Perhaps the clearest example is Long Lane, slated to open this summer in the Sussex countryside and positioning itself as the UK’s first sober members’ club and hotel. Set within the historic Dunford House estate in West Sussex, it’s a far cry from the old Mayfair model of jackets-required formality; instead, Long Lane’s focus is on its wellness spaces, personalized nutrition programs, and health diagnostics.
“City members’ clubs offer temporary reprieve from busy, polluted, and over-stimulated environments, but you can only go so far in solving a problem inside the conditions that created it,” shares co-founder Loui Blake. “Every decision [at Long Lane] is made through the lens of supporting wellbeing.
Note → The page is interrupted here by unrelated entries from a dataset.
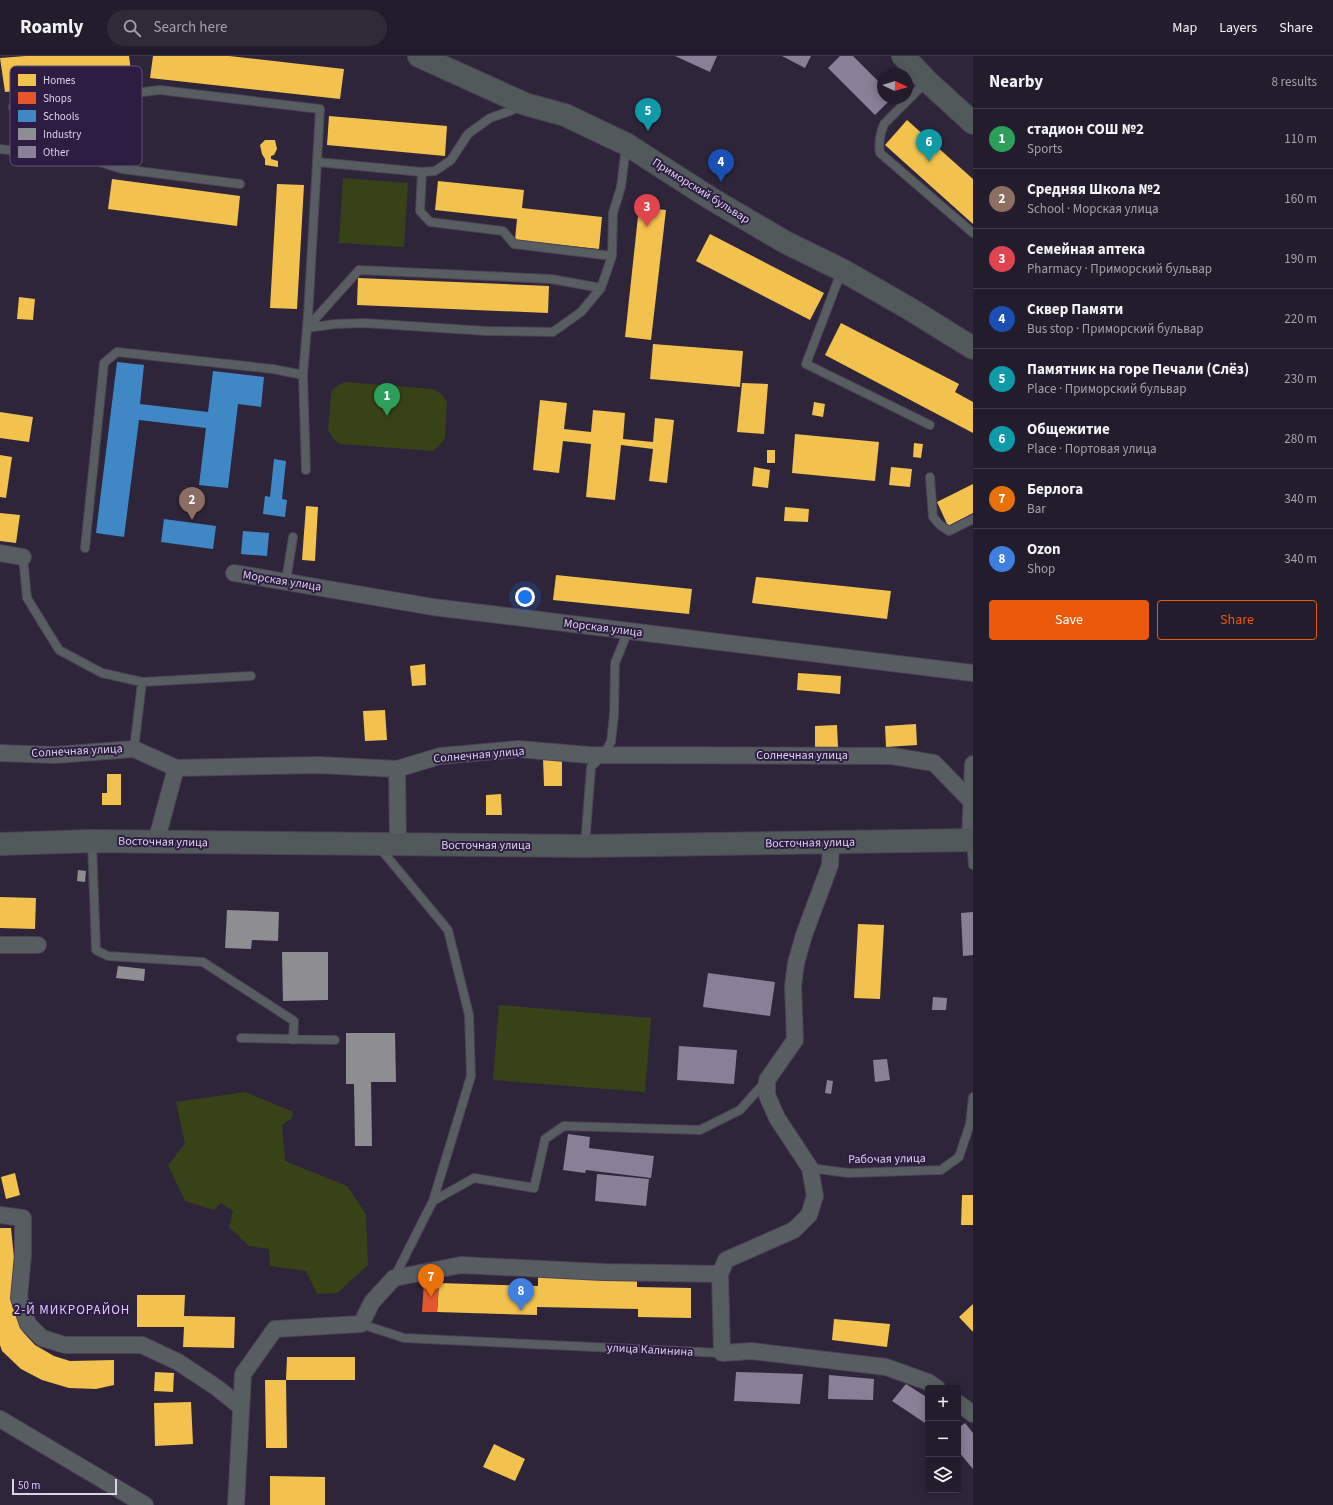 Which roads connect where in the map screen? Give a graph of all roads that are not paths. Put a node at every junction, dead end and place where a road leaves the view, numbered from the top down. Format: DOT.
graph roads {
  1 [pos="419,56"];
  2 [pos="903,56"];
  3 [pos="927,81"];
  4 [pos="142,92"];
  5 [pos="525,104"];
  6 [pos="973,123"];
  7 [pos="626,144"];
  8 [pos="0,149"];
  9 [pos="10,150"];
  10 [pos="317,162"];
  11 [pos="112,166"];
  12 [pos="422,172"];
  13 [pos="240,184"];
  14 [pos="973,233"];
  15 [pos="612,256"];
  16 [pos="842,270"];
  17 [pos="601,288"];
  18 [pos="307,328"];
  19 [pos="973,348"];
  20 [pos="303,375"];
  21 [pos="930,425"];
  22 [pos="306,470"];
  23 [pos="930,477"];
  24 [pos="973,519"];
  25 [pos="293,537"];
  26 [pos="85,548"];
  27 [pos="0,553"];
  28 [pos="23,557"];
  29 [pos="234,573"];
  30 [pos="286,581"];
  31 [pos="628,631"];
  32 [pos="973,673"];
  33 [pos="250,676"];
  34 [pos="142,682"];
  35 [pos="134,749"];
  36 [pos="0,753"];
  37 [pos="603,755"];
  38 [pos="973,764"];
  39 [pos="176,768"];
  40 [pos="397,769"];
  41 [pos="971,801"];
  42 [pos="972,840"];
  43 [pos="92,841"];
  44 [pos="156,842"];
  45 [pos="831,842"];
  46 [pos="0,844"];
  47 [pos="388,845"];
  48 [pos="584,846"];
  49 [pos="973,865"];
  50 [pos="0,945"];
  51 [pos="38,946"];
  52 [pos="241,1038"];
  53 [pos="293,1040"];
  54 [pos="336,1040"];
  55 [pos="767,1080"];
  56 [pos="973,1098"];
  57 [pos="810,1168"];
  58 [pos="432,1201"];
  59 [pos="0,1215"];
  60 [pos="720,1274"];
  61 [pos="394,1278"];
  62 [pos="361,1324"];
  63 [pos="722,1353"];
  64 [pos="932,1385"];
  65 [pos="961,1405"];
  66 [pos="241,1407"];
  67 [pos="973,1414"];
  68 [pos="0,1419"];
  69 [pos="145,1505"];
  70 [pos="236,1505"];
  1 -- 5 [label="street, Приморский бульвар"];
  2 -- 3 [label="street"];
  3 -- 6 [label="street"];
  3 -- 14 [label="lane"];
  4 -- 10 [label="lane"];
  5 -- 7 [label="street, Приморский бульвар"];
  5 -- 12 [label="lane"];
  7 -- 15 [label="lane"];
  7 -- 16 [label="street, Приморский бульвар"];
  8 -- 9 [label="lane"];
  10 -- 12 [label="lane"];
  10 -- 18 [label="lane"];
  11 -- 13 [label="lane"];
  12 -- 15 [label="lane"];
  15 -- 17 [label="lane"];
  16 -- 19 [label="street, Приморский бульвар"];
  16 -- 21 [label="lane"];
  17 -- 18 [label="lane"];
  17 -- 18 [label="lane"];
  18 -- 20 [label="lane"];
  20 -- 22 [label="lane"];
  20 -- 26 [label="lane"];
  23 -- 24 [label="lane"];
  25 -- 30 [label="lane"];
  27 -- 28 [label="street"];
  28 -- 34 [label="lane"];
  29 -- 30 [label="street, Морская улица"];
  30 -- 31 [label="street, Морская улица"];
  31 -- 32 [label="street, Морская улица"];
  31 -- 37 [label="lane"];
  33 -- 34 [label="lane"];
  34 -- 35 [label="lane"];
  35 -- 36 [label="street, Солнечная улица"];
  35 -- 39 [label="street, Солнечная улица"];
  37 -- 40 [label="street, Солнечная улица"];
  37 -- 41 [label="street, Солнечная улица"];
  37 -- 48 [label="lane"];
  38 -- 41 [label="street"];
  39 -- 40 [label="street, Солнечная улица"];
  39 -- 44 [label="street"];
  40 -- 47 [label="street"];
  41 -- 42 [label="street"];
  42 -- 45 [label="street, Восточная улица"];
  42 -- 49 [label="lane"];
  43 -- 44 [label="street, Восточная улица"];
  43 -- 46 [label="street, Восточная улица"];
  43 -- 53 [label="lane"];
  44 -- 47 [label="street, Восточная улица"];
  45 -- 48 [label="street, Восточная улица"];
  45 -- 55 [label="street"];
  47 -- 48 [label="street, Восточная улица"];
  47 -- 58 [label="lane"];
  50 -- 51 [label="street"];
  52 -- 53 [label="lane"];
  53 -- 54 [label="lane"];
  55 -- 57 [label="street"];
  55 -- 58 [label="lane"];
  56 -- 57 [label="lane, Рабочая улица"];
  57 -- 60 [label="street"];
  58 -- 61 [label="lane"];
  59 -- 66 [label="street"];
  60 -- 61 [label="street"];
  60 -- 63 [label="street"];
  61 -- 62 [label="street"];
  62 -- 63 [label="lane, улица Калинина"];
  62 -- 66 [label="street"];
  63 -- 64 [label="street, улица Калинина"];
  65 -- 67 [label="street"];
  66 -- 70 [label="street"];
  68 -- 69 [label="street"];
}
Thus, the no alcohol stance. The environment itself does much of the work: fresh air, quiet, space, and a community whose first priority is their health.”

Long Lane offers two tiers of membership: one for the country club, which starts at £1,200 (approx. $1,600) a year, and the longevity tier at £6,000 (approx. $8,000), which grants members access to DNA testing, full body screenings, and ongoing consultations on health optimization. The entry point remains broad by design, as Blake is less interested in status but rather, “a shared decision to prioritise health and wellbeing. […] We’re exclusive by values, not status or price point,” he explains.
“Everyone here has opted in around the same priority. You’re not performing, you’re not drinking, you’re surrounded by people who’ve made the same decision about how they want to live, which makes connection significantly easier and more honest.”
That idea marks a significant shift from the traditional, historical notion at the heart of the private members club, which traded on exclusivity, social standing, and who you knew. Today it is tied to lifestyle, with clients seeking access to space, silence, nature, and the promise of self-optimization. The guest list still exists, of course, but now it’s for getting in line for infrared saunas.